El régimen de Franco hizo del castigo su seña de identidad
Juan Carlos García Funes: «El régimen de Franco hizo del castigo su seña de identidad» / Félix Duende

El ensayo ‘Desafectos’ narra la historia de los republicanos que fueron destinados por el poder franquista a los batallones de trabajos forzados. Empresas, instituciones, particulares e incluso la Iglesia se beneficiaron de esta práctica esclavista.

Juan Carlos García Funes (Segovia, 1986), profesor de Historia en la Universidad Pública de Navarra, tiene en la calle su segundo libro, Desafectos: batallones de trabajo forzado en el franquismo, publicado por la editorial Comares. Es el resultado de varios años de investigación recopilando nombres, datos y cifras. Muchas y escalofriantes cifras. Pero aún más que los números, remueven las palabras.

Punitivismo, sistema concentracionario, desafección… son palabras que, incluso sin conocer exactamente su significado, poseen la capacidad de impactarnos con su sola mención.

Más allá de una idea establecida de que a determinadas acciones les tiene que corresponder un castigo, comúnmente nos referimos con «punitivismo» al exceso de castigo o a la intención de que este sea mayor. En este sentido, el régimen de Franco, ya desde su golpe de Estado y la sublevación contra la Segunda República, desplegando todo tipo de violencias y sometimientos, fue especialmente punitivista. Hizo del castigo su seña de identidad.

El sistema llamado concentracionario se desarrolló al compás de la guerra, capturando soldados del ejército republicano y enviándolos a campos de concentración para clasificarlos. Muchos de quienes habían tenido cargos de responsabilidad acabaron ejecutados tras pasar por consejos de guerra. A otros les dieron un arma para luchar de nuevo, esta vez por la causa franquista, mientras que una gran masa de republicanos o de diferentes formaciones de izquierdas convencidos de sus ideas fueron destinados a los batallones de trabajadores. A estos prisioneros los llamaron «desafectos», la etiqueta que otorgaron a quienes sabían que no compartían las ideas del nuevo régimen.
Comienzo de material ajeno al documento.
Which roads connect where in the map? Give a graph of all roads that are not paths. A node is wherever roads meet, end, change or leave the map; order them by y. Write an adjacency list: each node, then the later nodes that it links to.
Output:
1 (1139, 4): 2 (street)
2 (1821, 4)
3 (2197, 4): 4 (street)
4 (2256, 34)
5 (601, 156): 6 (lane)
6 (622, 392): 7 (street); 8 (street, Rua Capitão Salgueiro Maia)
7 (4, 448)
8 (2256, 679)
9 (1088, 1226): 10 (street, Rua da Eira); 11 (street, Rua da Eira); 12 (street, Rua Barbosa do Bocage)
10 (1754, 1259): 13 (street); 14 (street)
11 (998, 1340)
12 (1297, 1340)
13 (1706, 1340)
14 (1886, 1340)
En su libro destaca las diferencias existentes entre el trabajo penitenciario y el trabajo concentracionario.

Los golpistas decidieron que, ya que iban a tener miles de personas entre muros o en un campo de concentración, éstas no estarían «ociosas», así que les asignaron diferentes funciones. Desde el sistema penitenciario, con tutela religiosa, establecieron a partir de 1938 un método que ofrecía a los presos rebajas de condena a través del trabajo. Era la llamada «redención de penas», por el sentido de redimirse ante Dios y ante España. Aunque esta reducción de condenas buscaba, además, una solución a la saturación de las prisiones.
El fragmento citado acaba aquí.